Mengapa ibadah haji diletakkan di bagian akhir Rukun Islam? Untuk menjawab pertanyaan ini mari kita telaah singkat satu persatu Rukun Islam dimulai dari Syahadat.
Syahadat merupakan pernyataan awal tentang ke-Islam-an seseorang. Ibaratnya kalau seseorang masuk sekolah harus registrasi terlebih dulu. Tanpa registrasi tidak ada hak untuk duduk di bangku kelas.
Sholat merupakan bentuk disiplin menjaga konsistensi ke-Islam-an seseorang. Ibarat sekolah maka kita harus masuk setiap hari untuk mengikuti pelajaran di kelas. Sholat merupakan perpaduan kegiatan fisik dan ucapan dalam ibadah yang harus dilakukan secara teratur sesuai waktunya.
Puasa dapat diibaratkan sebagai ujian semester untuk menguji fisik dan mental orang yang terdaftar sebagai umat Islam. Perut menahan lapar dan haus, sementara hati menjaga lisan dan perbuatan yang dilarang baik selama puasa maupun larangan lainnya dalam agama.
Zakat merupakan bentuk dukungan finansial untuk menjaga keseimbangan kesejahteraan umat agar tidak terjadi ketimpangan yang terlalu besar. Ibarat sekolah, zakat merupakan SPP nya bagi yang mampu, sementara yang tidak mampu juga tetap dapat menikmati bangku sekolah.
Haji dapat diibaratkan sebagai UN yang menggabungkan semua materi ujian, walau tidak memengaruhi kelulusan seseorang. Ibadah haji menggabungkan ujian fisik, mental, dan finansial sekaligus dalam satu waktu tertentu, sekitar 5-6 hari dimulai dari tanggal 9 Dzulhijjah di Arafah dan berakhir di Mina atau Mekah tanggal 13 Dzulhijjah. Sementara Thawaf dan Sa'i bisa dilakukan setelah Arafah atau setelah Jamarot selesai selama dalam bulan tersebut.
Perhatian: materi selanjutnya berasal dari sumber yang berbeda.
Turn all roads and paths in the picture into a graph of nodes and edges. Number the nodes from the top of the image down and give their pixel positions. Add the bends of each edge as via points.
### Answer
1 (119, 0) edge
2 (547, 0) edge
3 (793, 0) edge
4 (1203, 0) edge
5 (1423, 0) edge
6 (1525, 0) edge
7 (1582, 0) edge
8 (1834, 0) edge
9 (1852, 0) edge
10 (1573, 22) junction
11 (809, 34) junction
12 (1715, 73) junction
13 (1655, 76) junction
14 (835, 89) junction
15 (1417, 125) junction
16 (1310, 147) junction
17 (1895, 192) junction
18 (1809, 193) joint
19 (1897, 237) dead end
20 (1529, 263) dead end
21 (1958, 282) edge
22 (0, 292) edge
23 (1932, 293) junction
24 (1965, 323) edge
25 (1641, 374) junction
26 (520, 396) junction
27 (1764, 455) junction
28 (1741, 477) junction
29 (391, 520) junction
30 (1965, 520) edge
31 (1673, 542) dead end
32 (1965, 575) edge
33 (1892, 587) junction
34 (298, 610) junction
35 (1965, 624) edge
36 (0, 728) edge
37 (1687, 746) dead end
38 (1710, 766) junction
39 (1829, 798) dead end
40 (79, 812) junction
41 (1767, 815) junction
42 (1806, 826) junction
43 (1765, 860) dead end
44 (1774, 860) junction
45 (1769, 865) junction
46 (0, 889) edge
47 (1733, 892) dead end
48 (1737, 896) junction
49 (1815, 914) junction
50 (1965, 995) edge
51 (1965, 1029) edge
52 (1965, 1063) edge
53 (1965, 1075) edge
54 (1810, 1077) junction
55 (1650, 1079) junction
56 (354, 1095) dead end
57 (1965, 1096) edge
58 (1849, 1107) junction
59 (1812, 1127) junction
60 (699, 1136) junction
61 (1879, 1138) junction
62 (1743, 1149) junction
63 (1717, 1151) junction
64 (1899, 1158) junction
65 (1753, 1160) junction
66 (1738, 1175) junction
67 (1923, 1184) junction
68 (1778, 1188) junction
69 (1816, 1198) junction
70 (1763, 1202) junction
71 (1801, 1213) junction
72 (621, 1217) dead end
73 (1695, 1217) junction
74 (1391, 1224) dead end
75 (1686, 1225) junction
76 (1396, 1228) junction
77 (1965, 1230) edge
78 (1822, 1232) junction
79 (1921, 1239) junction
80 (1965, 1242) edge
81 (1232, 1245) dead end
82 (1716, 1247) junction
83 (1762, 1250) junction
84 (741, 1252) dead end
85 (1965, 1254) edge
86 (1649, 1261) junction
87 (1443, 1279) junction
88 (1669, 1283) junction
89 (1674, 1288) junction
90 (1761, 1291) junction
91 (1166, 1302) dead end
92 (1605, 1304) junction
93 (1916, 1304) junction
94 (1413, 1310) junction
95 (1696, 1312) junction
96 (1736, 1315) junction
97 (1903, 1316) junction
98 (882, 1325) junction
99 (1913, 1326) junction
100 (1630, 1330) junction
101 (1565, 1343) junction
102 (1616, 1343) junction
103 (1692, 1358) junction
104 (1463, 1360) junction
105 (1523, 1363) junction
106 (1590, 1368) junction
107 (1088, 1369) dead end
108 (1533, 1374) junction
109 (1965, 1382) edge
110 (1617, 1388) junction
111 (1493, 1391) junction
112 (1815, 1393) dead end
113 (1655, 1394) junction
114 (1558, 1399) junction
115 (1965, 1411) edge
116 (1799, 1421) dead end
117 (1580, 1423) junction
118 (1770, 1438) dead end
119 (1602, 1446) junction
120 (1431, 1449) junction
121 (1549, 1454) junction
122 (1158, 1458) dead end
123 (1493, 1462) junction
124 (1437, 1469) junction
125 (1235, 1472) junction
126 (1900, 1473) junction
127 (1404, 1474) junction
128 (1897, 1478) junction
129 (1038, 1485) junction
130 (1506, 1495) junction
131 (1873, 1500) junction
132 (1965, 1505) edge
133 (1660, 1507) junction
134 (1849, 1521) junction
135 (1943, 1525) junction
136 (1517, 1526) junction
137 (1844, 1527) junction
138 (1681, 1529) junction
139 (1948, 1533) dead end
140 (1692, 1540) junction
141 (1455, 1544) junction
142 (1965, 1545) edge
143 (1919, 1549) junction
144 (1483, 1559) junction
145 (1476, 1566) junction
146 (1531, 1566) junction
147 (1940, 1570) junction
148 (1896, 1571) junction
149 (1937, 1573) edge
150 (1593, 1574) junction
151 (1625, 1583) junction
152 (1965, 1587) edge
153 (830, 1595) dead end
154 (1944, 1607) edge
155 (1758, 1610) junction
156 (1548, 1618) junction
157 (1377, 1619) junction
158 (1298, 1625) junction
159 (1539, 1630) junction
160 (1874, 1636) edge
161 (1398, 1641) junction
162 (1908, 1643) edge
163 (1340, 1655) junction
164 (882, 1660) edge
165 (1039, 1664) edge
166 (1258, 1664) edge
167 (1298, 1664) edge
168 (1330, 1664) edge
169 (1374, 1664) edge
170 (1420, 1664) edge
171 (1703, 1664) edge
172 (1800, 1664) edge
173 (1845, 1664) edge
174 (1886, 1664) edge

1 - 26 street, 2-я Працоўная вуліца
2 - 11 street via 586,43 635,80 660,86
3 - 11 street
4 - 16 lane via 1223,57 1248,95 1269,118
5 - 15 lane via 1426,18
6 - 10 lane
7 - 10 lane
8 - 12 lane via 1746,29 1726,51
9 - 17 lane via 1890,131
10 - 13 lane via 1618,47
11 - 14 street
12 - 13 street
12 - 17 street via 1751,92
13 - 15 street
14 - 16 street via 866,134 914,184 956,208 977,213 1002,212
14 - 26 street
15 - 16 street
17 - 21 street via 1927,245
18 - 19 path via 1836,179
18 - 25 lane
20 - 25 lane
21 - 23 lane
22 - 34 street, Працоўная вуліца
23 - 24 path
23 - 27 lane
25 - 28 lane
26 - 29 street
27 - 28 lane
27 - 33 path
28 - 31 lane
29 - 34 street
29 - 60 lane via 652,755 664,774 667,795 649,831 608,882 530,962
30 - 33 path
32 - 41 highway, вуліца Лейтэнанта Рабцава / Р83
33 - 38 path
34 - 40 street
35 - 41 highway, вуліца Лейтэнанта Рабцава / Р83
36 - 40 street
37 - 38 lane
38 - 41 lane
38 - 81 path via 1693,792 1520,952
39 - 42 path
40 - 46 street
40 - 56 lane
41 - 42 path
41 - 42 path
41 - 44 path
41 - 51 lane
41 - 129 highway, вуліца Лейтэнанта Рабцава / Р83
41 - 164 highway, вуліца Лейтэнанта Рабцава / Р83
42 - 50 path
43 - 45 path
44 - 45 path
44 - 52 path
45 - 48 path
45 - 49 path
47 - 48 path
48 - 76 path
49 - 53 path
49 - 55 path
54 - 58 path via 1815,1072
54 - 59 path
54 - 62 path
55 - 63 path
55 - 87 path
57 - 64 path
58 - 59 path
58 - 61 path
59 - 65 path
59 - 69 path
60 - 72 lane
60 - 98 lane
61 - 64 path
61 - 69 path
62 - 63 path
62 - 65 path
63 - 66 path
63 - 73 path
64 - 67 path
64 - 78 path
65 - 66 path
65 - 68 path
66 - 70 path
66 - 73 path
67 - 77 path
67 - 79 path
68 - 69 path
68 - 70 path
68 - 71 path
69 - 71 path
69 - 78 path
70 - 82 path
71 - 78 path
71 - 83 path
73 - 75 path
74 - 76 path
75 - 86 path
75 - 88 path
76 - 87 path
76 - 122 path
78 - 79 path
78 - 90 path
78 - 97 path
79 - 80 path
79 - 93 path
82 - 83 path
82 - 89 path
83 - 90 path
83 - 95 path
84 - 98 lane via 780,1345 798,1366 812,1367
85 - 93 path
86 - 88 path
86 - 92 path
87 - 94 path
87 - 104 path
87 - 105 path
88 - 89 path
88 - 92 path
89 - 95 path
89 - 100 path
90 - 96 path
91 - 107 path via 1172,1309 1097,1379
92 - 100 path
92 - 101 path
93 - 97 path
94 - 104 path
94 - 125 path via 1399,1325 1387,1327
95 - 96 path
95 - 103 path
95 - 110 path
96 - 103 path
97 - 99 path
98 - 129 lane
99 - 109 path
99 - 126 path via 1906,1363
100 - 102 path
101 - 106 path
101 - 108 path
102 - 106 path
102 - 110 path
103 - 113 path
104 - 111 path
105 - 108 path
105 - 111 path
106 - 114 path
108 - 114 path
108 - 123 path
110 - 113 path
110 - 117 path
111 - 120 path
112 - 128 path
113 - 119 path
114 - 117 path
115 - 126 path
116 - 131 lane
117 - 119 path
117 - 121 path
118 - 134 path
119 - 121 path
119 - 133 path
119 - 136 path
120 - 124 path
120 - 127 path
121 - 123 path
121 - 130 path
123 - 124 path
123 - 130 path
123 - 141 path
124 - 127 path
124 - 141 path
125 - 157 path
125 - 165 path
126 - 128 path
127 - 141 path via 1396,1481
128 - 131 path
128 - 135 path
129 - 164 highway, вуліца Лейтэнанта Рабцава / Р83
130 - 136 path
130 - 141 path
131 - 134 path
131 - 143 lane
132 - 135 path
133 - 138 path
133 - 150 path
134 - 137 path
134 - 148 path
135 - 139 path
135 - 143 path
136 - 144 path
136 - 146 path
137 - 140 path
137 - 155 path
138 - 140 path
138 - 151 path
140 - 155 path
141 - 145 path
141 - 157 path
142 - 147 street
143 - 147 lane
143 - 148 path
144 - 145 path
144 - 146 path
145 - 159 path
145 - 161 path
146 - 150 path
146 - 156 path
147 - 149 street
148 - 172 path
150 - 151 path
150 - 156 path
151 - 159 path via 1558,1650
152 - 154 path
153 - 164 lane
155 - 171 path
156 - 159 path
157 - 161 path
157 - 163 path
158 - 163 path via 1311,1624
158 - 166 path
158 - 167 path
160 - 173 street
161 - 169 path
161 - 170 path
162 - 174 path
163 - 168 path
Ibadah haji mengutamakan fisik yang prima untuk menjalaninya. Dimulai dari wukuf di Arafah, di tengah panasnya cuaca dan terik matahari (walau tendanya berpendingin udara) para jamaah berdiam diri, baik duduk, rebahan, berdiri, untuk merenung dan mengingat kembali dosa dan kesalahan, serta berdoa mohon ampunanNya.
Malam harinya jamaah bergerak ke Muzdalifah mengambil batu kerikil untuk dilemparkan ke Jamarot di Mina. Zaman dulu dilakukan dengan berjalan kaki sepanjang sekitar 7-8 km dari Arafah. Sekarang sudah ada bis yang mengangkut jamaah, namun karena menunggu antrean terkadang harus bermalam di tengah padang pasir beratapkan langit.
Lewat tengah malam hingga menjelang subuh jamaah bergerak lagi ke Mina untuk melakukan pelemparan batu ke Jamarot dengan jarak sekitar 7-8 km lagi. Jadi Muzdalifah itu berada di tengah-tengah antara Arafah dan Mina. Bayangkan sebelum ada bis para jamaah harus berjalan kaki sepanjang itu.
Walau disediakan bis untuk itu, namun tetap saja ada rombongan yang benar-benar berjalan kaki dari Arafah menuju Mina melalui Muzdalifah. Lebih afdol rasanya mengikuti jejak para pendahulu untuk merasakan betapa beratnya perjuangan melaksanakan ibadah haji di tengah panasnya cuaca yang kadang mencapai nyaris 45 derajat celcius.
Dari Muzdalifah ada rombongan yang langsung menuju Jamarot, ada pula yang beristirahat sejenak di tenda-tenda di Mina. Disinilah ujian fisik sebenarnya karena tidak ada bis dari Mina ke Jamarot sehingga harus ditempuh dengan berjalan kaki sepanjang 3-6 km, tergantung lokasi tendanya. Kalau dekat terowongan lumayan pendek jaraknya, tapi kalau jauh dapat dibayangkan sehari menempuh perjalanan 10-12 km.